The result isn’t a pretty picture.

  •        Diabetics running out of insulin
  •        Women with breast cancer waiting three months for surgery
  •        Cancer patients having to pay up front for chemotherapy drugs – if they can even find them. At last one global pharma company (Roche) is no longer selling its chemotherapy agents in Greece.
  •        Increasing rates of HIV infection and suicide
  •        Children going unvaccinated.


The Times referenced an article in Lancet in October, which cited 40% cuts in some hospital budgets , elimination of many addiction treatment programs, and a tenfold increase in attendance at street clinics run by Non Governmental Organizations.

I know the word on the street is that the Greeks have overspent for decades –and it’s time for them to start being responsible.  But reports from the Organization of Economic Cooperation and Development (OECD) demonstrate that many of these changes in the health care system are in the exact wrong direction.
Click image to enlarge. Source OECD

Greece historically spent substantially less on health care than other European nations, yet had pretty good outcomes.   Public spending on health care has actually been low (5.6% in 2006) – while out of pocket spending has represented a high portion of the total cost of health care (38%).  (OECD p 8)  So increasing out-of-pocket spending is not likely to help reform the Greek system.
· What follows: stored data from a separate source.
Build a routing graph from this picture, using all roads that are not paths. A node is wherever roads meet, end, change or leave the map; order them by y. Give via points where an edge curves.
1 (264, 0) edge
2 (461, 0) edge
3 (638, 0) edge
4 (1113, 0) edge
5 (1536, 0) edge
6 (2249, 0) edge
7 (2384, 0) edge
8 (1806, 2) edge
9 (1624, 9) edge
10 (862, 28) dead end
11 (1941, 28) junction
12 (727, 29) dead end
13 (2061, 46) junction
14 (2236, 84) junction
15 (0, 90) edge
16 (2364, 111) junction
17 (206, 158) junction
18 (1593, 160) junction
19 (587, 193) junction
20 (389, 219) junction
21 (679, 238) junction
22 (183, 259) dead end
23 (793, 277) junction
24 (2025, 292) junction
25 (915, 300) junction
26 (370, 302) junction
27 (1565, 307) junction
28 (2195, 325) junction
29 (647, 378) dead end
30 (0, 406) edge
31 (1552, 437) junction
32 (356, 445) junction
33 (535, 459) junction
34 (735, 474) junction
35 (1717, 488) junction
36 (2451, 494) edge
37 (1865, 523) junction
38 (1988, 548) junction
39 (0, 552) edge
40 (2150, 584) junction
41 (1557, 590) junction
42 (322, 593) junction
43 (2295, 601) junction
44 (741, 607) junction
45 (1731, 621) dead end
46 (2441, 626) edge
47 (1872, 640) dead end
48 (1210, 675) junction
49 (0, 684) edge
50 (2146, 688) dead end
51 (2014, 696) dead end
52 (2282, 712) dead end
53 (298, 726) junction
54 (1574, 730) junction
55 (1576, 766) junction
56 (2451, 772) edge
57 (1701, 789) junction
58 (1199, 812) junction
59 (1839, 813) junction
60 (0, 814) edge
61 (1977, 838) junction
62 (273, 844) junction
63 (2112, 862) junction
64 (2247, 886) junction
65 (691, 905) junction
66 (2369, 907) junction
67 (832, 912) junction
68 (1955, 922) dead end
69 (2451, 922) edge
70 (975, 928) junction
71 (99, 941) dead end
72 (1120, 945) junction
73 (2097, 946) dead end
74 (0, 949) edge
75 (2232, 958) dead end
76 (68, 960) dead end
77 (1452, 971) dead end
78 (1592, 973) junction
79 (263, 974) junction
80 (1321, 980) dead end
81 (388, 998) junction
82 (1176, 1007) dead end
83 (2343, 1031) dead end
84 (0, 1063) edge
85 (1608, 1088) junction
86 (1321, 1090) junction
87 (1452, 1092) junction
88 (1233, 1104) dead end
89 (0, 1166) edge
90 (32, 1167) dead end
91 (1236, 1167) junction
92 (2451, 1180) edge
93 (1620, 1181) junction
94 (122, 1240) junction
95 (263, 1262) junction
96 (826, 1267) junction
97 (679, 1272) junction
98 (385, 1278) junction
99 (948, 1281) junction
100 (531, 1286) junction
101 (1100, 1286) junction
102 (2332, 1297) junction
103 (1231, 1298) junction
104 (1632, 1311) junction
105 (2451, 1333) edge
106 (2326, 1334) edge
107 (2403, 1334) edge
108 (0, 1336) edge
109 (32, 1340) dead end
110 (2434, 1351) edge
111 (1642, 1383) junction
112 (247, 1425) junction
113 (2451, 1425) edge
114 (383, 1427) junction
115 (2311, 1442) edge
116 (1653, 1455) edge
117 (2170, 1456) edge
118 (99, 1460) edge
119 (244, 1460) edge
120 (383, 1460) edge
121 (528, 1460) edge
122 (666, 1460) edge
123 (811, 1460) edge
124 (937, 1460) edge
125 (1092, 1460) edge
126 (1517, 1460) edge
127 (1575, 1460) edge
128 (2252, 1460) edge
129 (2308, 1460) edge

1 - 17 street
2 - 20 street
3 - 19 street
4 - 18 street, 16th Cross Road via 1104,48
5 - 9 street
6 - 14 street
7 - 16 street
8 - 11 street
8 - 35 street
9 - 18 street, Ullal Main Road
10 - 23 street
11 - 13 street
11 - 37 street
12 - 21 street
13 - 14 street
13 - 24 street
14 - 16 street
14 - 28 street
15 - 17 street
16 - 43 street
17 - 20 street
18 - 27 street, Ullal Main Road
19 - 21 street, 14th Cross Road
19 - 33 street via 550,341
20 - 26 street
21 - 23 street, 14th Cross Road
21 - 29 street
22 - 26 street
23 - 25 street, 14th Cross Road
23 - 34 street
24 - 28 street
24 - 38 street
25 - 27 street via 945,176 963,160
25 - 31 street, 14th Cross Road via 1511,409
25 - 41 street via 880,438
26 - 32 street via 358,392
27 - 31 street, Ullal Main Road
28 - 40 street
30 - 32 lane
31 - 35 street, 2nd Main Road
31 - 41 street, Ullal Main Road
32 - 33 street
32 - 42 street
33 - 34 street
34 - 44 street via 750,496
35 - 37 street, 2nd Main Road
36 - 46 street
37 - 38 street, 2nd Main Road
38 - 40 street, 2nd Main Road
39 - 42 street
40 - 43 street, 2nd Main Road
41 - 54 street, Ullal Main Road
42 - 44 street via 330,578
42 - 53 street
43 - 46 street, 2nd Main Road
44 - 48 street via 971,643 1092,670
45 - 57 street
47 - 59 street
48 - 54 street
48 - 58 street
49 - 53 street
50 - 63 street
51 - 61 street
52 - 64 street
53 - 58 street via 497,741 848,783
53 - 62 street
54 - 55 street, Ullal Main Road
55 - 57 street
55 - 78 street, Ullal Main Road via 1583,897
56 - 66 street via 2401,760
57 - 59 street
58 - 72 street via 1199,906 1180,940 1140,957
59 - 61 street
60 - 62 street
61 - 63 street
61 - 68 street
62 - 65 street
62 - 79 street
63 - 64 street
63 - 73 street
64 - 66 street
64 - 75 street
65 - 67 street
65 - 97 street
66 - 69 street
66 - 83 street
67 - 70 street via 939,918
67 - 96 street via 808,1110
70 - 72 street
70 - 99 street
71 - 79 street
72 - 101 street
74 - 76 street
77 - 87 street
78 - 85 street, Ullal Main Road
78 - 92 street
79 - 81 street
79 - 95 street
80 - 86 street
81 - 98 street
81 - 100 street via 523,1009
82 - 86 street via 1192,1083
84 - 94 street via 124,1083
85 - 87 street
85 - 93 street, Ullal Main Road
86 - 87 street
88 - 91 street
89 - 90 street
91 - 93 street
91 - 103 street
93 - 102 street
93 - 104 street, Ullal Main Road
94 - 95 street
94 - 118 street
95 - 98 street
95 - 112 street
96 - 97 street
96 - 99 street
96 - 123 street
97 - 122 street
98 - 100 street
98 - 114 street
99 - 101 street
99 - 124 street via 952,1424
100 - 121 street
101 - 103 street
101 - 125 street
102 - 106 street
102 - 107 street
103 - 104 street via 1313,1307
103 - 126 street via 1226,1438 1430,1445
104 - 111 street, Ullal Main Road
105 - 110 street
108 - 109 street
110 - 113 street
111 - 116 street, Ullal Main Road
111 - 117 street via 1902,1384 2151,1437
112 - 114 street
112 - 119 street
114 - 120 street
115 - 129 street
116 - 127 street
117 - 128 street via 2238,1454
The Greek health care system does have some substantial problems:

  • Too many physicians and too few nurses
  • Too many specialists and not enough generalists
  • Too few physicians in rural areas
  • Drug spending that is too high – with far too little generic substitution (a bit over a third in 2008  -while the rest of the OECD was close to half).
  •  Fragmented regulation – with multiple overlapping ministries with conflicting responsibilities
  • Fragmented financing – with hospitals getting some of their payment from insurance-type funds, and other payment directly from the government budget.
  • Informal payments – bribes – required for patients to get care.
  • Some National Health Services physicians work part-time, and divert patients to their private practices.
  •  Terrible data collection –making it difficult to assess program effectiveness.
  • Outmigration of physicians to other countries.
  •   Low immunization rates
  •  High smoking rates and low tobacco costs (due to low taxation)
  • High rates of use of MRI scans


The austerity spending limits WILL lower health care costs; there is no question about that.  It's likely to improve a few of Greece's problems, like overuse of brand name medications and high cost imaging. However, the price of lowering health care costs is likely to be worse health outcomes, growing disparities based on wealth, and higher future social burden from poor health.

Note public spending low compared to OECD countries, while private spending high. Click on image to enlarge. Source: OECD
A crisis might be a terrible thing to waste.  But the Greek health system (and Greek patients) doesn’t look likely to benefit from this one.